2. If we get divorced, my wife or husband will acquire sole custody of the children.

– False. While it is possible that your wife or husband may get sole custody, it is also possible that you might. Oklahoma has turned away from the Tender Years Doctrine (which favored the mother gaining custody of the children) and is now more progressive when determining who should be the primary custodian of the children. They now are more concerned with who is the more able parent.

3. I’ll lose the house if I leave it.

– Not true. If you fear for your safety or the safety of your children, leave! Just because you don’t remain in the house does not mean you are somehow forgoing your interest in it.

4. If my spouse files for divorce first then he/she has an advantage.

– Not true. Courts do not care which party’s attorney was quicker or in better shape and dashed to the courthouse first.

5. Divorce is just too expensive.

– Uncontested divorces in our office start as low as $1,500.

6. I won’t get any time with my kids if I get divorced.

– Absolutely, not true. There have been statutory changes in recent years in Oklahoma, which state that courts shall look to substantially equal time for both parents at a temporary order hearing in a divorce action.

7. If I get a divorce I will lose everything.

– You might, but there are many factors to be considered. Many individuals think that because they have a significant number of assets they will somehow lose all their personal effects through divorce. What we often fail to consider is that there are liabilities attached to those assets. While your spouse may be entitled to an equitable distribution of your marital assets, she/he is also obligated to an equitable assumption of marital liabilities (debts). Therefore, when one looks to determine how many of their assets they are parting with they need to consider the addition or subtraction of the associated debts. For example, when each party desires to keep the marital home, the first consideration should be if either is able to maintain the monthly mortgage payment.

8. My spouse will take the children and move out of state.

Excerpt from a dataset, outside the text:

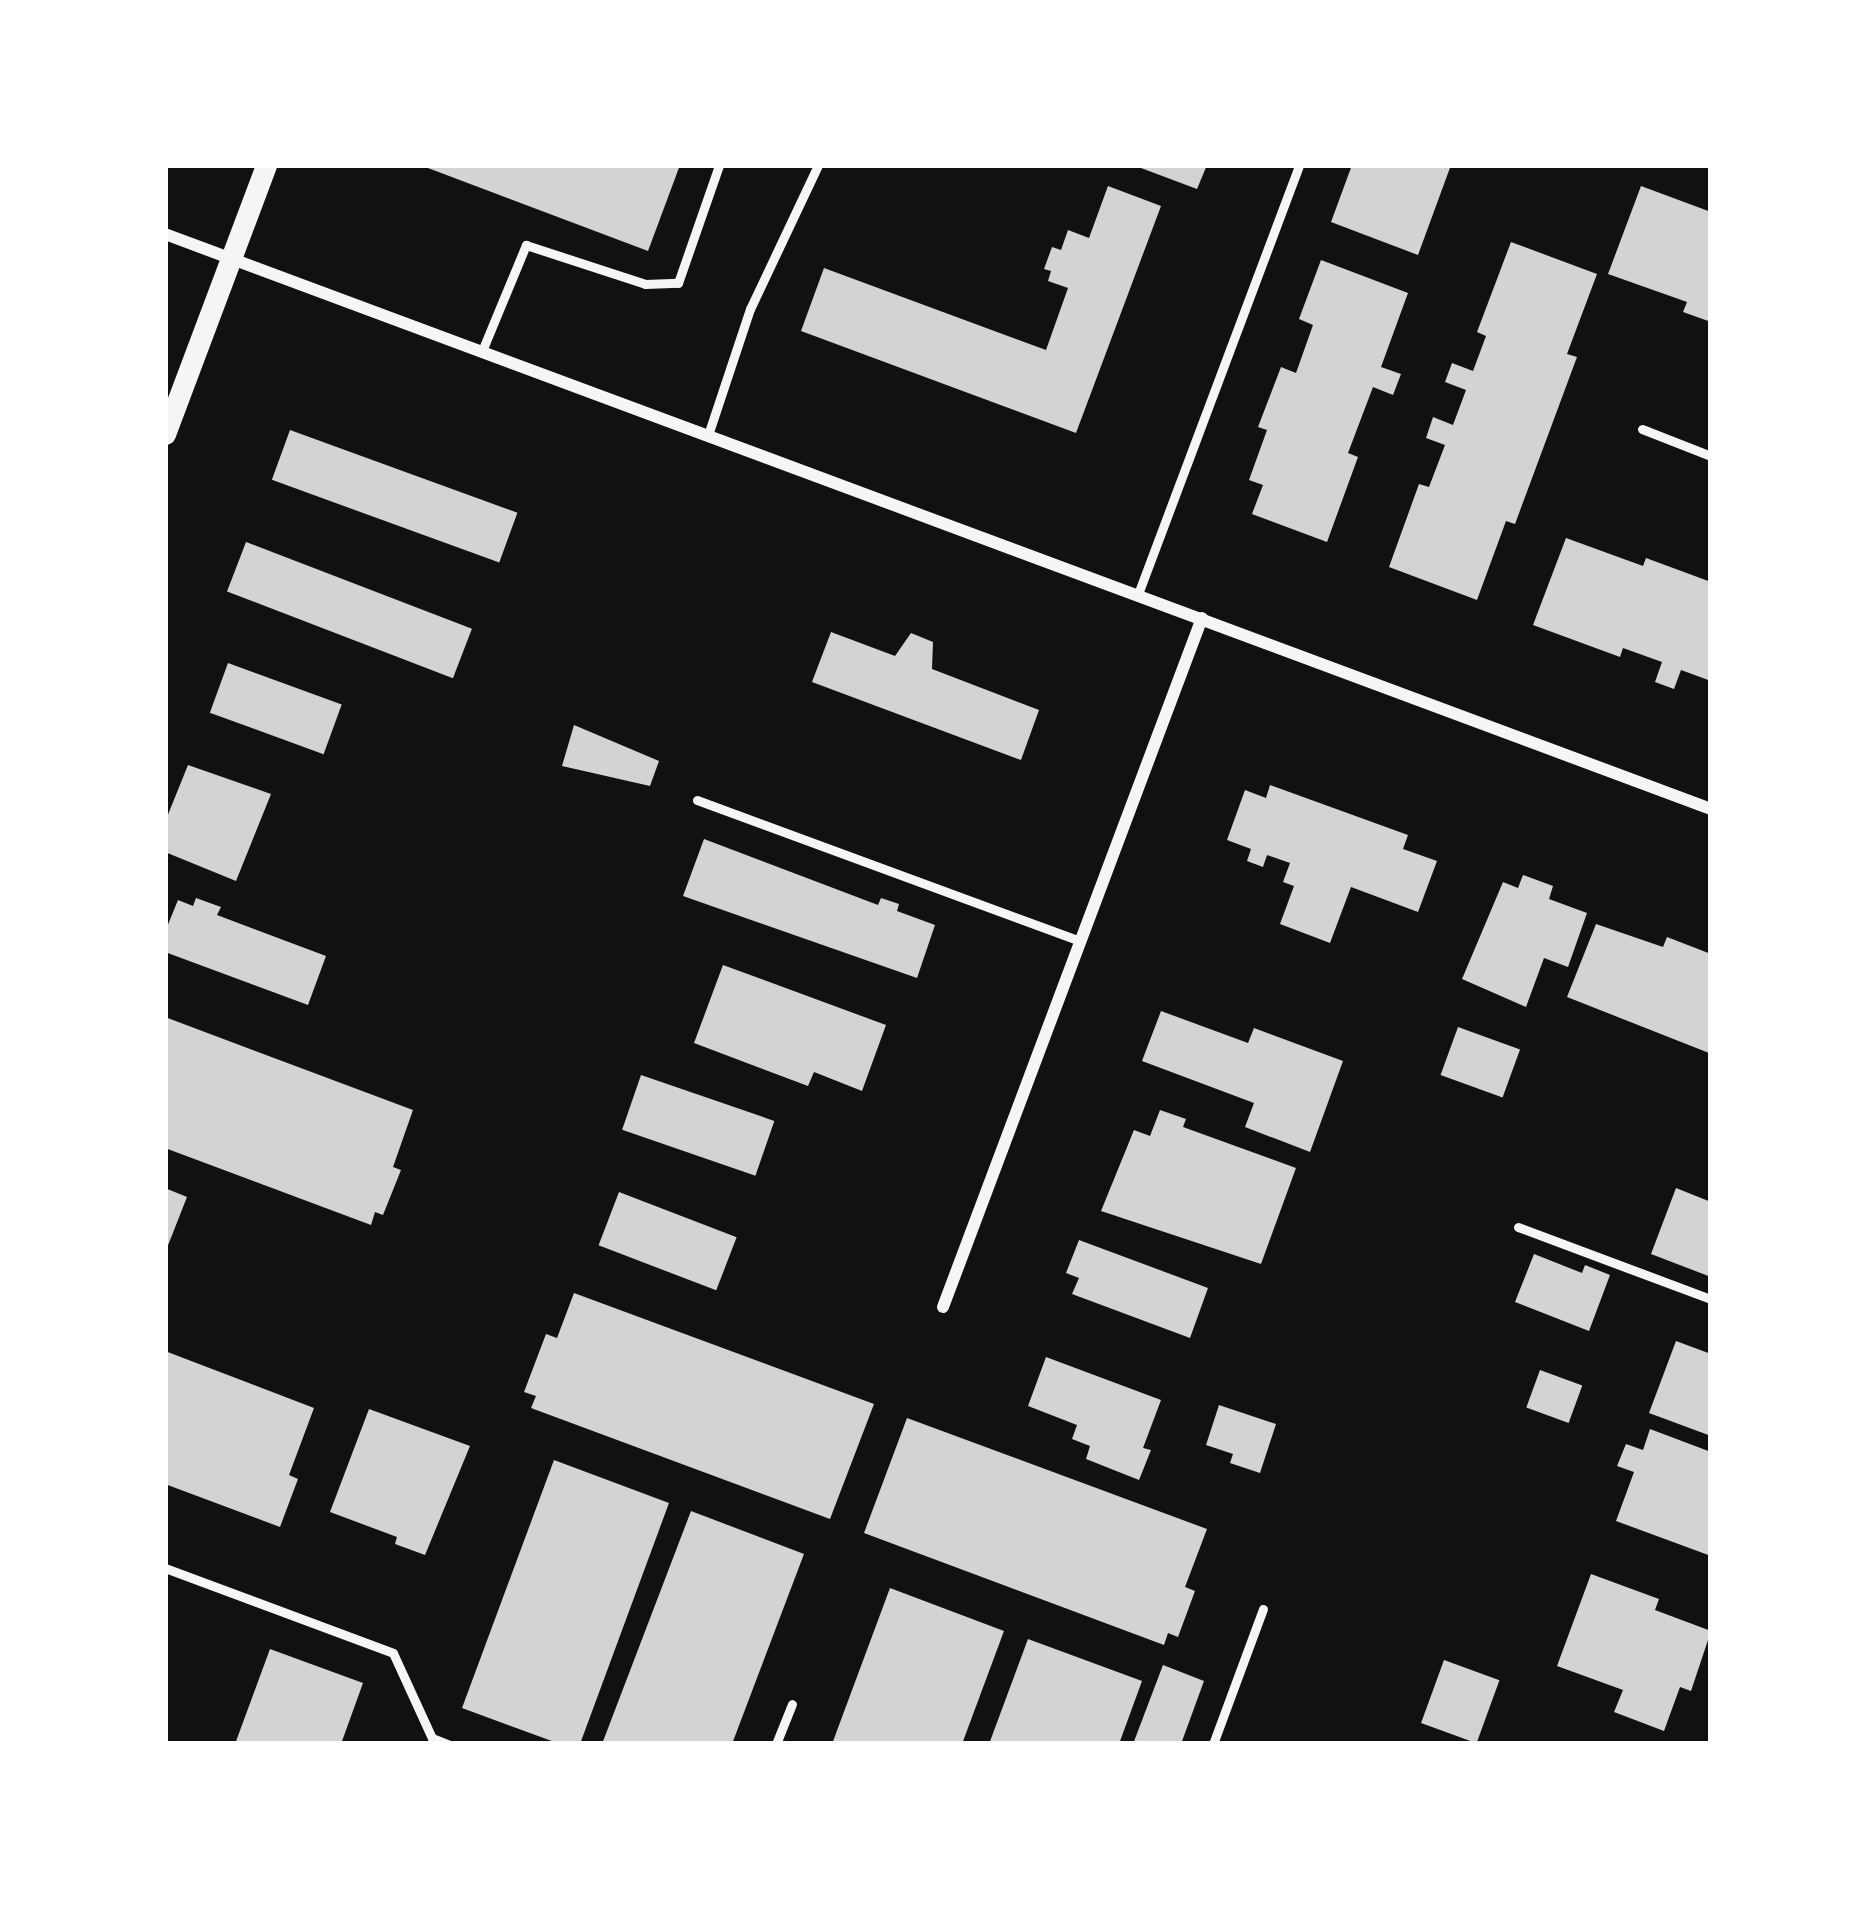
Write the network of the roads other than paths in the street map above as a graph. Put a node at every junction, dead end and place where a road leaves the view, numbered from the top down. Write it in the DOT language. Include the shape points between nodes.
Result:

– While the courts may allow a custodial parent to relocate with the children, more often the courts prefer that both parties remain within the state of Oklahoma during the pendency of the action (during the divorce). While these determinations are case-specific and may vary depending on your circumstances, most courts will require that the parties and the children remain close to one another at least until there is a final determination in the matter of custody.

9. Alimony.

– This is always a concern. It is simply untrue that just because you were married for a specific length of time that your significant other will receive alimony. Alimony can be for men or women. Alimony is really support for a person in a relationship that existed for a lengthy period of time. The court asks the questions, “What did that person forego (give up)?” and “Was one person able to continue their education and their professional endeavors, while the other stayed home relinquished those endeavors to raise children?” Under certain circumstances there may be an entitlement to some sort of support to “level the playing field”.

10. Is Oklahoma is a community property state and what does that mean?

– Oklahoma looks at the date of marriage as the defining point in the separation of personal property and “coverture property” (marital property). Oklahoma specifies that after the date of marriage all assets and liabilities acquired become property of the marriage. What many people fail to recognize is that certain assets acquired prior to that date may have increased in value entitling the other party to have an equitable interest in that added value even though it was separate property at the commencement of the marriage. That property may have developed or was co-mingled with non-separate property in such a way that it could lose its separate nature. One must be very careful when attempting to identify separate/marital property. There are other exceptions. Among those is inheritance. If one party inherits assets during the marriage, it is not necessarily co-owned by the other spouse.